Angry Boys-Part I



Anger is like a fire. Great care must be taken to keep it contained from becoming a conflagration, consuming the world. 

Last night, in my hotel room down in Davis, West Virginia, I was watching CNN. It wasn't the 24-7 News Cycle programming but instead the CNN channel was showing documentaries.

The first was of how the North Vietnamese and Viet Cong, didn't fight by the war that we wanted to fight. Instead, they would attack and run, often hiding in elaborately dug tunnels underground. The U.S., when it had the opportunity to see the enemy and engage, inflicted heavy losses, like during the Tet Offensive. The U.S. military leaders were driven mad, and I am sure as were the ordinary U.S. soldiers, by the "now you see them, now you don't strategy." Never sure when an attack would come, then it would. And the attackers would disappear into the jungle. You can't usually hit what you cannot see, which explains why the U.S. military dropped so many bombs and deforestation agents. And not just in Vietnam, but also in Cambodia and Laos which were used as safe havens for the enemy. I could see the anger and despair in both the U.S. civilian and military leadership. No matter how many of the enemy that were killed, they kept coming back.

The second documentary was the Fall of Paris to Hitler and the Nazis/German Army in World War II. Hitler, ever since the Treaty of Versailles, had the deepest animosity imaginable for the French and the harsh terms of the Armistice. Technically, WW I was a draw but German came out the loser, through the terms of the Armistice, and particularly the insistence of the French that Germans be humiliated by the harsh terms. It was. Apparently, upon the surrender of the French, Hitler sat in the same chair in the same location as where the Treaty of Versailles was signed to essentially make the French now accept his terms. He turned the table.

After Hitler settled that score he looked to the East.
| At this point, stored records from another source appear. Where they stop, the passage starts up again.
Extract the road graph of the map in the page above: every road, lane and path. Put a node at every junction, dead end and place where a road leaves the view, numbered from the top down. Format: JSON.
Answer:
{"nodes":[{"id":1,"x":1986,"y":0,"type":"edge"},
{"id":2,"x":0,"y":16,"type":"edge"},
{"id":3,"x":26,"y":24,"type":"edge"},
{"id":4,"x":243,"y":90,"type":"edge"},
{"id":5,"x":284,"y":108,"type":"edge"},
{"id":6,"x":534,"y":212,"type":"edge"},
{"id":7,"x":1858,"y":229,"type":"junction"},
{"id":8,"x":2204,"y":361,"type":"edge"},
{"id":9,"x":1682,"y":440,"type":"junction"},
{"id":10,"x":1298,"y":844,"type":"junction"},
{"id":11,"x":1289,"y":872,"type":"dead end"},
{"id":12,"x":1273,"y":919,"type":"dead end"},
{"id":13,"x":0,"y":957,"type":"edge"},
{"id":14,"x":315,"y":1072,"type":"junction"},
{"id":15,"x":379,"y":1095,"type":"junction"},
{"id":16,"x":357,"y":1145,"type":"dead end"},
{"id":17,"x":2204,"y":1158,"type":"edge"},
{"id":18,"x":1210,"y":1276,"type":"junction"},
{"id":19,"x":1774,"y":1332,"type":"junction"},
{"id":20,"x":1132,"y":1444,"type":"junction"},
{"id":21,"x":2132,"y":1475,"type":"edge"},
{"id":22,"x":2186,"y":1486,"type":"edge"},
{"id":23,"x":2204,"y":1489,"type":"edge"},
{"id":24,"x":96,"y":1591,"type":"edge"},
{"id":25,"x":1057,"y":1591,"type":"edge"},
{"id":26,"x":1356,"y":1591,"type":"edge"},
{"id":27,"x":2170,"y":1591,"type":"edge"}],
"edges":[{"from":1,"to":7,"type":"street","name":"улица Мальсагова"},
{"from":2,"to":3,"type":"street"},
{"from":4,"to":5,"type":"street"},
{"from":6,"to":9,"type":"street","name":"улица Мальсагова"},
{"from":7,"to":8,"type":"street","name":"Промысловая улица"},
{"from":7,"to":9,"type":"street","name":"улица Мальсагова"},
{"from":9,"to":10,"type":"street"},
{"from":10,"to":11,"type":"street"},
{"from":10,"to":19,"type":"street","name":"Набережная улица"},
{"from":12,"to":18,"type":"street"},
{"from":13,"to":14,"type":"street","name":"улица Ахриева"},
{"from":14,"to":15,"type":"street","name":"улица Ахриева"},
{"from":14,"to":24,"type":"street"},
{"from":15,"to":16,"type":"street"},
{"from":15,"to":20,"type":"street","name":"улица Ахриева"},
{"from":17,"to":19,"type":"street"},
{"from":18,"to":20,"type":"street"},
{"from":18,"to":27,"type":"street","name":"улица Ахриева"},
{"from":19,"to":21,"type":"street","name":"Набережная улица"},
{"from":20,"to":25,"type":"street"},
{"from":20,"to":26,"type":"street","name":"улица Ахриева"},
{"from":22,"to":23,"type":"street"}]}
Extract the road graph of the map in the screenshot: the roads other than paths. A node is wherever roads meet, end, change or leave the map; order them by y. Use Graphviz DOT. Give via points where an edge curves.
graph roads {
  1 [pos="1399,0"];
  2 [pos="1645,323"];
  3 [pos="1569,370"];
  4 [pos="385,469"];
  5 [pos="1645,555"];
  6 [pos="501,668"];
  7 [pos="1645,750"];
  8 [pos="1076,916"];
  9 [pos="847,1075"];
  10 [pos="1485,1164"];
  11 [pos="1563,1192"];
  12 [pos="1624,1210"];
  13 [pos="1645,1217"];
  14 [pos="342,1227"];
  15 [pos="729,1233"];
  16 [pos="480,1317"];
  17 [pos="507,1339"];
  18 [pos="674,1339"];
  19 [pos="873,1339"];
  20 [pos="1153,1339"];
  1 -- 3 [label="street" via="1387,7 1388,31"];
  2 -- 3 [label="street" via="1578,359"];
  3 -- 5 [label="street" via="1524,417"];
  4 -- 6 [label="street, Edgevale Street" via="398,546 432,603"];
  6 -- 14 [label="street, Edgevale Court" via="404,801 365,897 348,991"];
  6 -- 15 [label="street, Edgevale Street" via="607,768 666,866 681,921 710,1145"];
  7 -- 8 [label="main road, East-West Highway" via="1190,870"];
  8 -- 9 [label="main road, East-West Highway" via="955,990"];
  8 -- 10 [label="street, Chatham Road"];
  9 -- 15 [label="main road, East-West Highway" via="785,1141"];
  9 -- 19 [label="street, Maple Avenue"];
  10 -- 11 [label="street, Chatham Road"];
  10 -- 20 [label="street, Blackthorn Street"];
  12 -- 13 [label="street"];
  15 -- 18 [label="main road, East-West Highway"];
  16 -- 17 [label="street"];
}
Up until that point, his actions has been explained through the lens of Germany seeking to right historical injustices, and many in the West agreed. They knew that Germany had gotten a raw deal in WWI. And in that milieu, Hitler envisioned the thousand year Reich. When, he invaded Poland, a non-Germanic state, it was clear that he had gone on the offensive and it wasn't about righting past wrongs but creating new ones.     

In both documentaries, I saw how anger on the personal level can become national and vice-versa. And in seeking to exert rights and one's will, the damage can become incalculable to envision from the outset. Parties in war never plan for it to drag on. Too far in to stop, but no end in sight. The Americans thought we could bomb the enemy into submission. Hitler thought that Germany would never be under anyone else's boot ever again. So, the wars ground on, proving yet again, that he who lives by the sword dies by it. Seeking to right wrongs is surely one path to evil. That is what made the American Revolution so atypical, although the Civil War was when the bill came due for the wrongdoing and in one sense, with Red and Blue States, the Civil War continues.     

There was an interruption in the schedule programming after midnight for a news break about the shooting in California at the Garlic Festival. The police responded quickly and had shot the assailant within a minute. Several were killed including the gunman and another 16 were wounded. By a young man with an assault rifle that he had bought legally in Nevada several weeks ago. If there was a type of shooter, this man fit it. He was young (19), appears to have held some far-Right racist ideology,  and a male. That is 95% of the shooters in mass killings here. Someone apparently screamed at him while he was shooting. He reportedly said, "I am angry."  That is rather obvious.   

I may return to this topic in another blog. I have more to say and write but I think this is enough for now.